Start here: What are you building?
- Band power / spectral analysis with 8 channels: CAR is reasonable. Remove bad channels first.
- ERP analysis with 8 channels: CAR is common but consider linked-ear if available. REST is better if you can implement the forward model.
- Connectivity / coherence: Avoid CAR with 8 channels. Use REST or analyze in original reference.
- Machine learning classifier: CAR is fine as long as you're consistent. Test whether CAR improves your model's accuracy compared to raw reference.
- Cross-study comparison: Match the reference used in the studies you're comparing against.
How to Apply CAR to Crown Data
If you're working with the Neurosity Crown's raw EEG data, applying common average reference is straightforward. The Crown streams data through its SDKs and through integrations like BrainFlow and Lab Streaming Layer (LSL).
Here's the basic workflow. Pull raw data from the Crown's 8 channels (at positions CP3, C3, F5, PO3, PO4, F6, C4, CP4). Check signal quality on all channels and exclude any with poor contact. Compute the mean voltage across the remaining good channels at each time point. Subtract that mean from every channel.
In a Python pipeline using BrainFlow or MNE-Python, this takes a few lines of code. MNE-Python even has a built-in function, set_eeg_reference('average'), that handles it automatically.
The key point: the Crown gives you the raw data. What you do with it, which reference you apply, which analysis you run, is entirely up to you. That flexibility is the difference between a consumer gadget that gives you a "focus score" and a real development platform that gives you the signal.
The Bigger Picture: References and the Future of Consumer EEG
Here's what's quietly exciting about all of this.
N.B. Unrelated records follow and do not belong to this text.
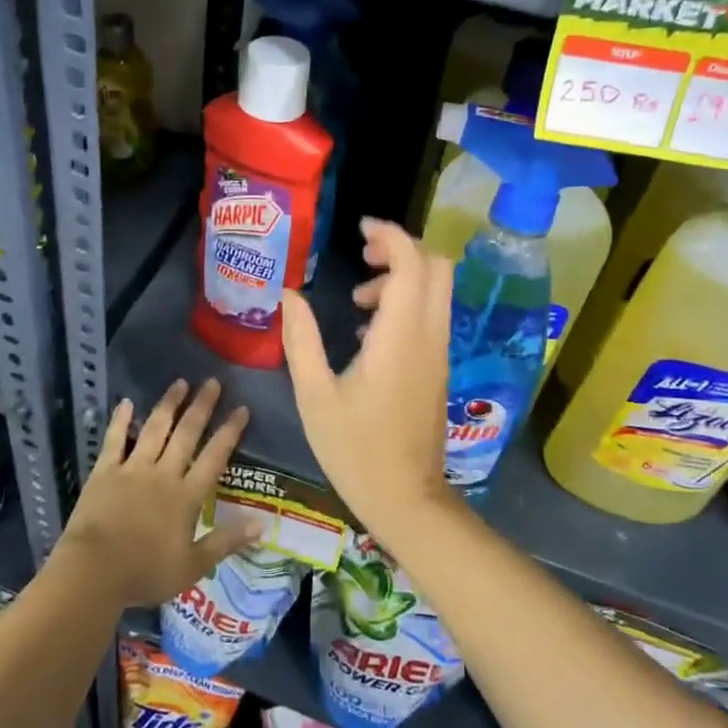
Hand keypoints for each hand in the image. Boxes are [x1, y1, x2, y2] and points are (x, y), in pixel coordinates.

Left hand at [57, 378, 254, 608]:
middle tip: (213, 382)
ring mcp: (132, 469)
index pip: (214, 457)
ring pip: (154, 429)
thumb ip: (226, 542)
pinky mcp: (105, 471)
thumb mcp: (193, 566)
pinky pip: (114, 440)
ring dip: (168, 405)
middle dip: (201, 407)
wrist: (93, 573)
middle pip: (186, 434)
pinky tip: (126, 402)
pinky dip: (120, 420)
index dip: (229, 432)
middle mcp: (163, 474)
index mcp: (187, 496)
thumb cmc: (145, 573)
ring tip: (180, 383)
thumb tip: (262, 525)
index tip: (241, 408)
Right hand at [280, 219, 453, 529]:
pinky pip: (431, 316)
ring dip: (403, 278)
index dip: (390, 235)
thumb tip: (289, 295)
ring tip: (358, 301)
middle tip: (363, 255)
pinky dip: (407, 304)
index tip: (359, 230)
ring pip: (437, 291)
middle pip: (437, 267)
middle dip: (402, 249)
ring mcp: (439, 353)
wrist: (406, 498)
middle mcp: (429, 336)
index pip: (412, 264)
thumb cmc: (354, 449)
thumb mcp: (314, 394)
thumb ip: (301, 339)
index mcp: (400, 337)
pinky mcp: (438, 369)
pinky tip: (369, 332)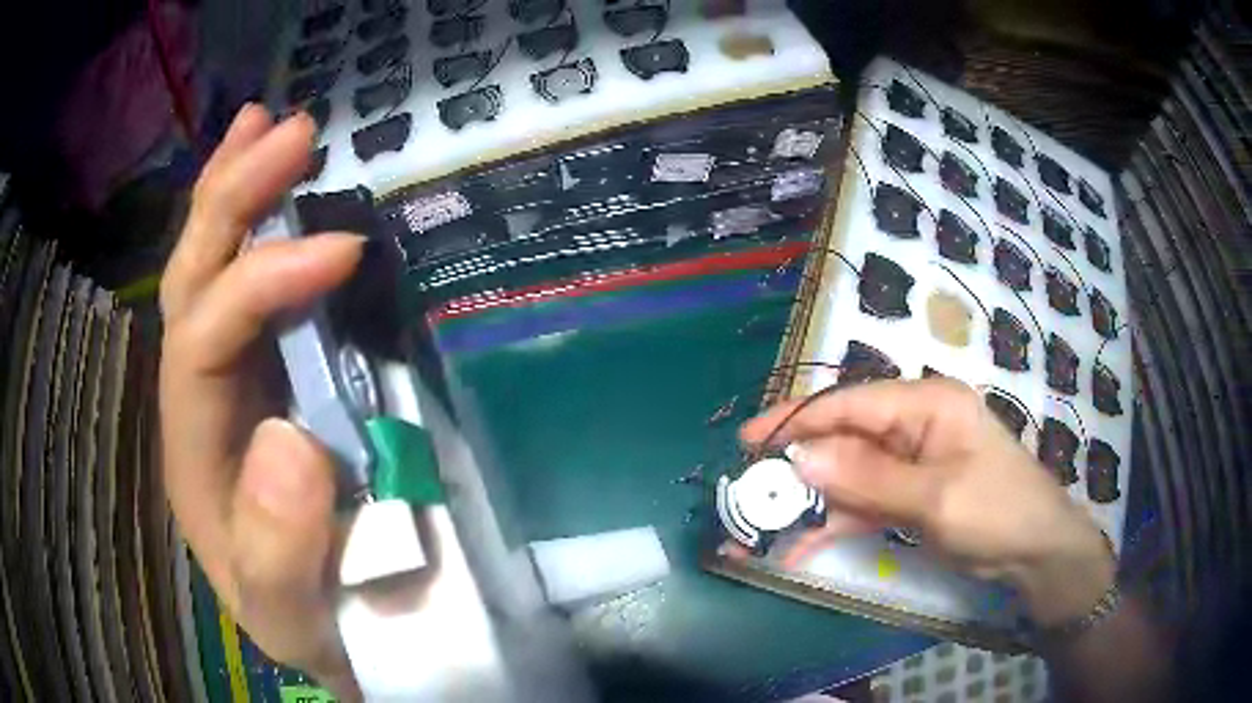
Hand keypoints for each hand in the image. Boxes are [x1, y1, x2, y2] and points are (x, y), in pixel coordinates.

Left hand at [160, 105, 363, 696]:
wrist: (323, 628)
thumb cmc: (310, 620)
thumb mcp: (293, 613)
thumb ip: (280, 552)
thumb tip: (292, 438)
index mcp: (196, 450)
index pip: (205, 340)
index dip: (263, 284)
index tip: (345, 249)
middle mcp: (199, 396)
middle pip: (191, 279)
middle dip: (231, 197)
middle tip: (290, 128)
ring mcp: (227, 376)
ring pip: (206, 266)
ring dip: (231, 188)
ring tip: (264, 121)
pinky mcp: (261, 371)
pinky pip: (241, 283)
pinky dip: (250, 223)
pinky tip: (272, 182)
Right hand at [740, 378, 1114, 625]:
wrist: (1035, 554)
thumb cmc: (997, 511)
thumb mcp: (934, 496)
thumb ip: (868, 477)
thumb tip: (801, 456)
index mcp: (927, 403)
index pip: (852, 403)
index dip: (799, 419)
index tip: (750, 441)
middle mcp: (914, 425)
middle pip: (845, 439)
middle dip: (799, 467)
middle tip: (751, 494)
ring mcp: (910, 462)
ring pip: (849, 474)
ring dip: (811, 502)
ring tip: (764, 527)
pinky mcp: (908, 495)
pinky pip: (863, 502)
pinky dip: (834, 523)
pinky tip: (802, 545)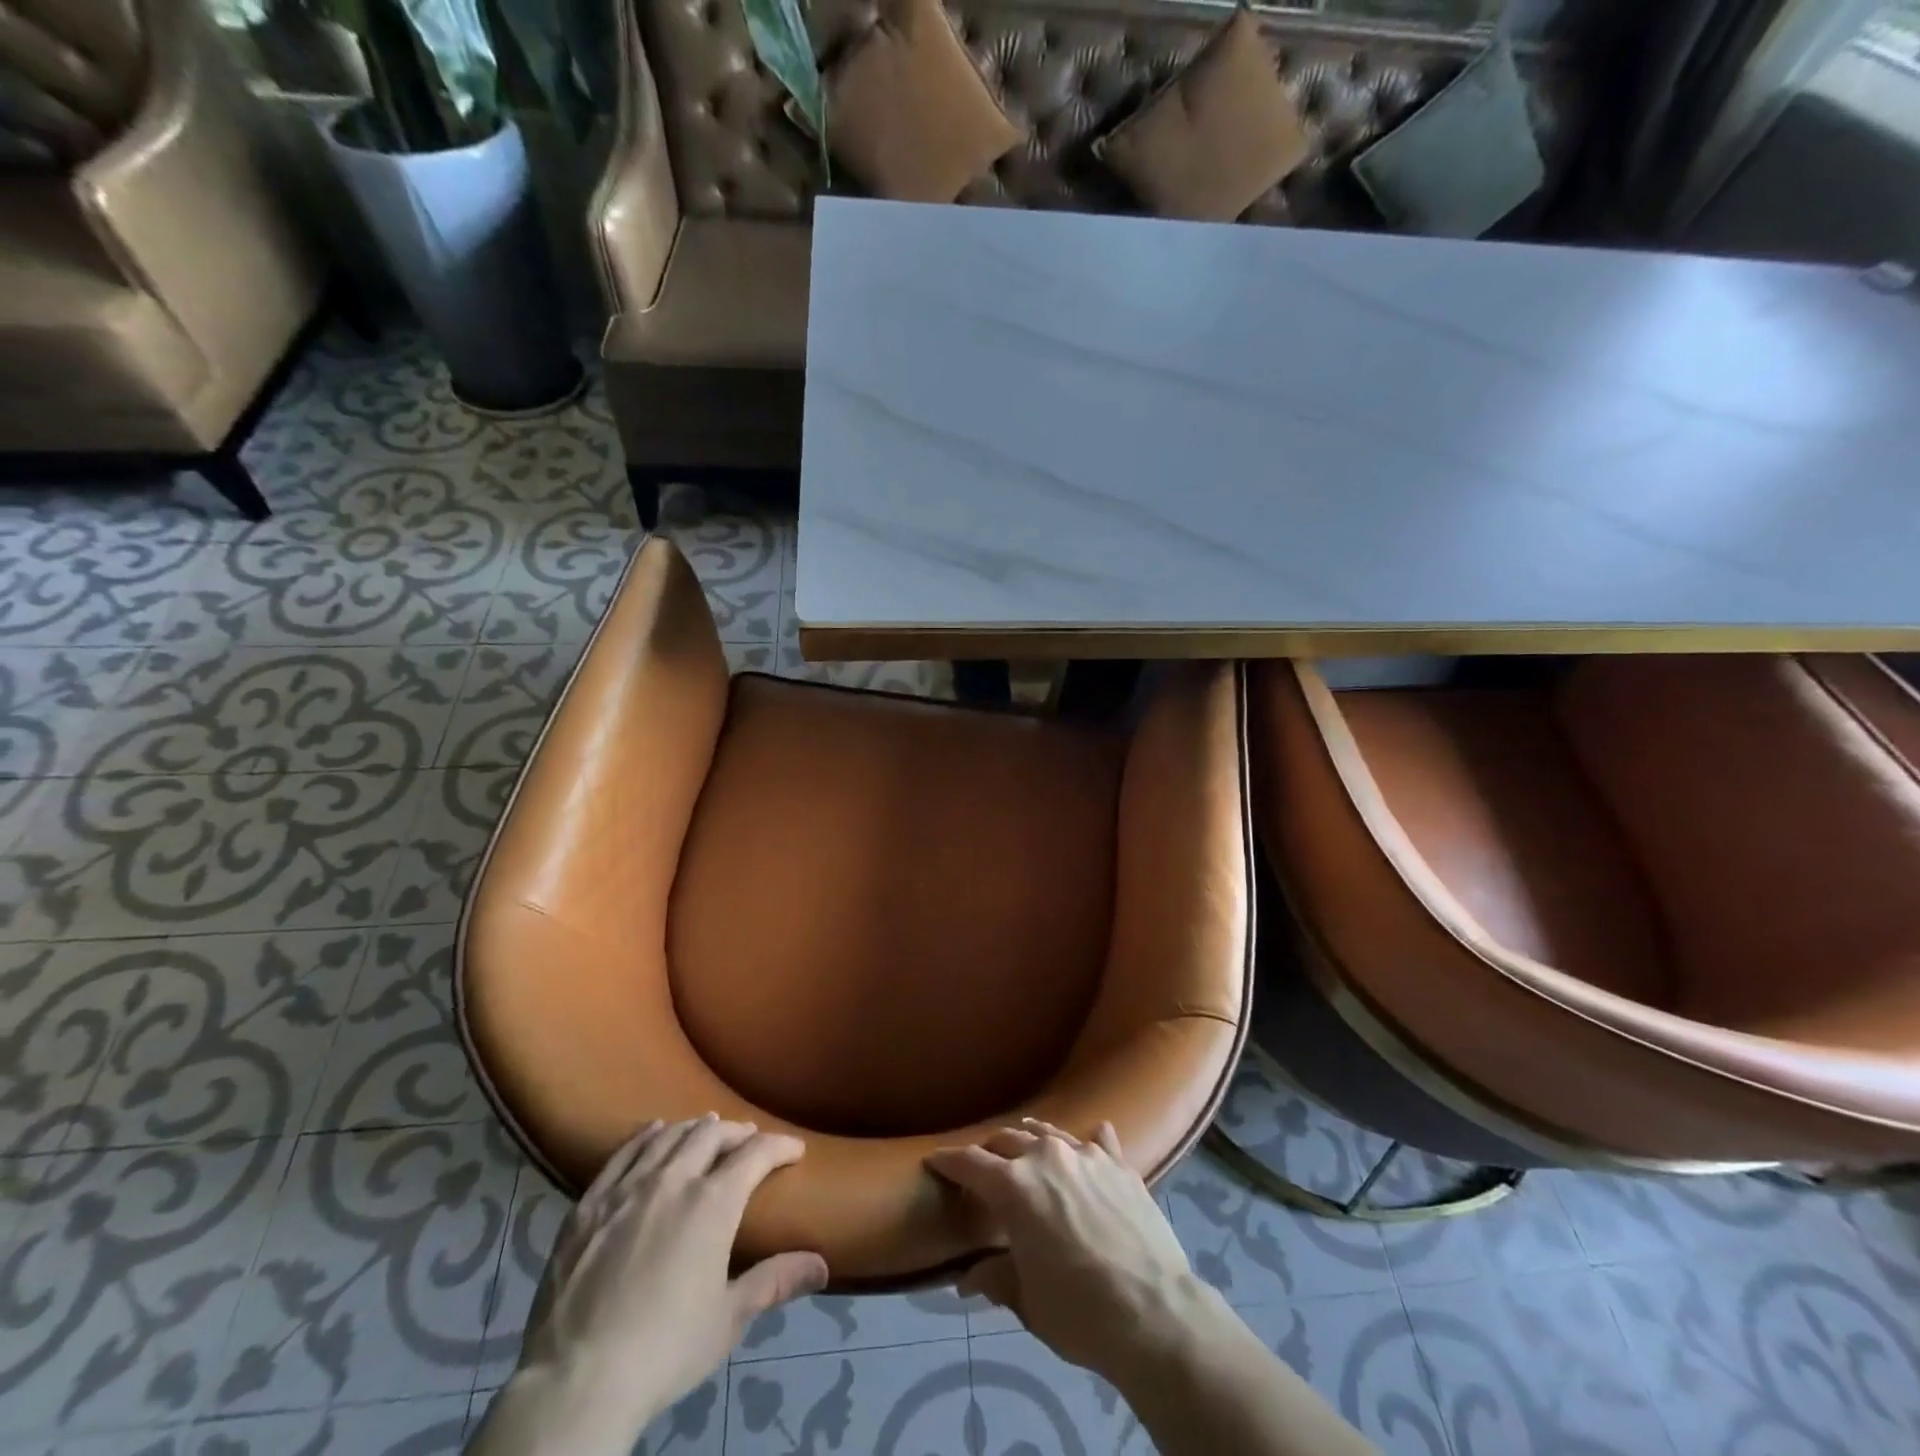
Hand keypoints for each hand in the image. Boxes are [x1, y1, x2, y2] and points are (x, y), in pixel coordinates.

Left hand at [519, 1116, 827, 1429]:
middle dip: (737, 1133)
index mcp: (712, 1203)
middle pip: (711, 1135)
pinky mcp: (590, 1203)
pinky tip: (653, 1132)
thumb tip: (822, 1266)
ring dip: (694, 1129)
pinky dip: (646, 1136)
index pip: (756, 1153)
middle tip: (749, 1140)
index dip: (780, 1146)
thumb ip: (774, 1282)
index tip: (794, 1149)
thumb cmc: (664, 1350)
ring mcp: (627, 1187)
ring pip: (668, 1136)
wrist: (575, 1381)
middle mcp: (673, 1180)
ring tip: (707, 1129)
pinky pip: (623, 1153)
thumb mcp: (728, 1320)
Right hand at [926, 1119, 1201, 1379]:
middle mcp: (1047, 1157)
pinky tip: (1090, 1143)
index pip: (970, 1164)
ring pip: (1049, 1134)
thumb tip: (967, 1280)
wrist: (1155, 1312)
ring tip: (1026, 1148)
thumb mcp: (1027, 1300)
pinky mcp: (1120, 1165)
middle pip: (1008, 1140)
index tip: (935, 1160)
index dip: (949, 1161)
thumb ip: (996, 1278)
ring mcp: (1087, 1155)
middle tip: (982, 1165)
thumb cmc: (1079, 1312)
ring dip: (1031, 1140)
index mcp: (1015, 1186)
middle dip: (990, 1151)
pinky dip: (1087, 1143)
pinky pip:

The reference problem has been a live debate in academic EEG for decades. But until recently, it was entirely a concern for researchers with expensive, multi-channel systems. Consumer EEG users got preprocessed data with no choice about reference scheme.
That's changing. As consumer devices get more capable and developer communities grow, the people building EEG applications are increasingly people who want (and need) control over their signal processing pipeline. Understanding reference schemes isn't just academic anymore. It's a practical skill for anyone building with brain data.
And the tools are catching up. REST, which once required specialized MATLAB toolboxes and expert knowledge of forward modeling, now has open-source Python implementations. Surface Laplacian algorithms are available in MNE-Python. Common average reference is trivial to implement in any language. The barriers to doing this correctly are lower than they've ever been.
The question is no longer "can consumer EEG developers apply sophisticated reference schemes?" It's "do they know they should?"
Now you do.
What to Remember
The reference electrode problem in EEG is one of those topics that sounds like a minor technical detail until you realize it can flip your results upside down. Common average reference is popular for good reasons: it's simple, it removes shared noise, and it works well with dense montages. But it's not a universal solution. With few channels, it introduces distortion. With uneven coverage, it introduces bias. With bad channels, it spreads artifacts everywhere.
The right reference depends on your channel count, your electrode layout, your analysis goals, and what you're comparing your results against. There is no single best reference for all situations. But there is a worst approach: choosing one without understanding what it does to your data.
Whether you're building a BCI classifier, analyzing frequency band power, or running connectivity analyses on Crown data, the reference scheme is a first-class decision in your preprocessing pipeline. Treat it like one.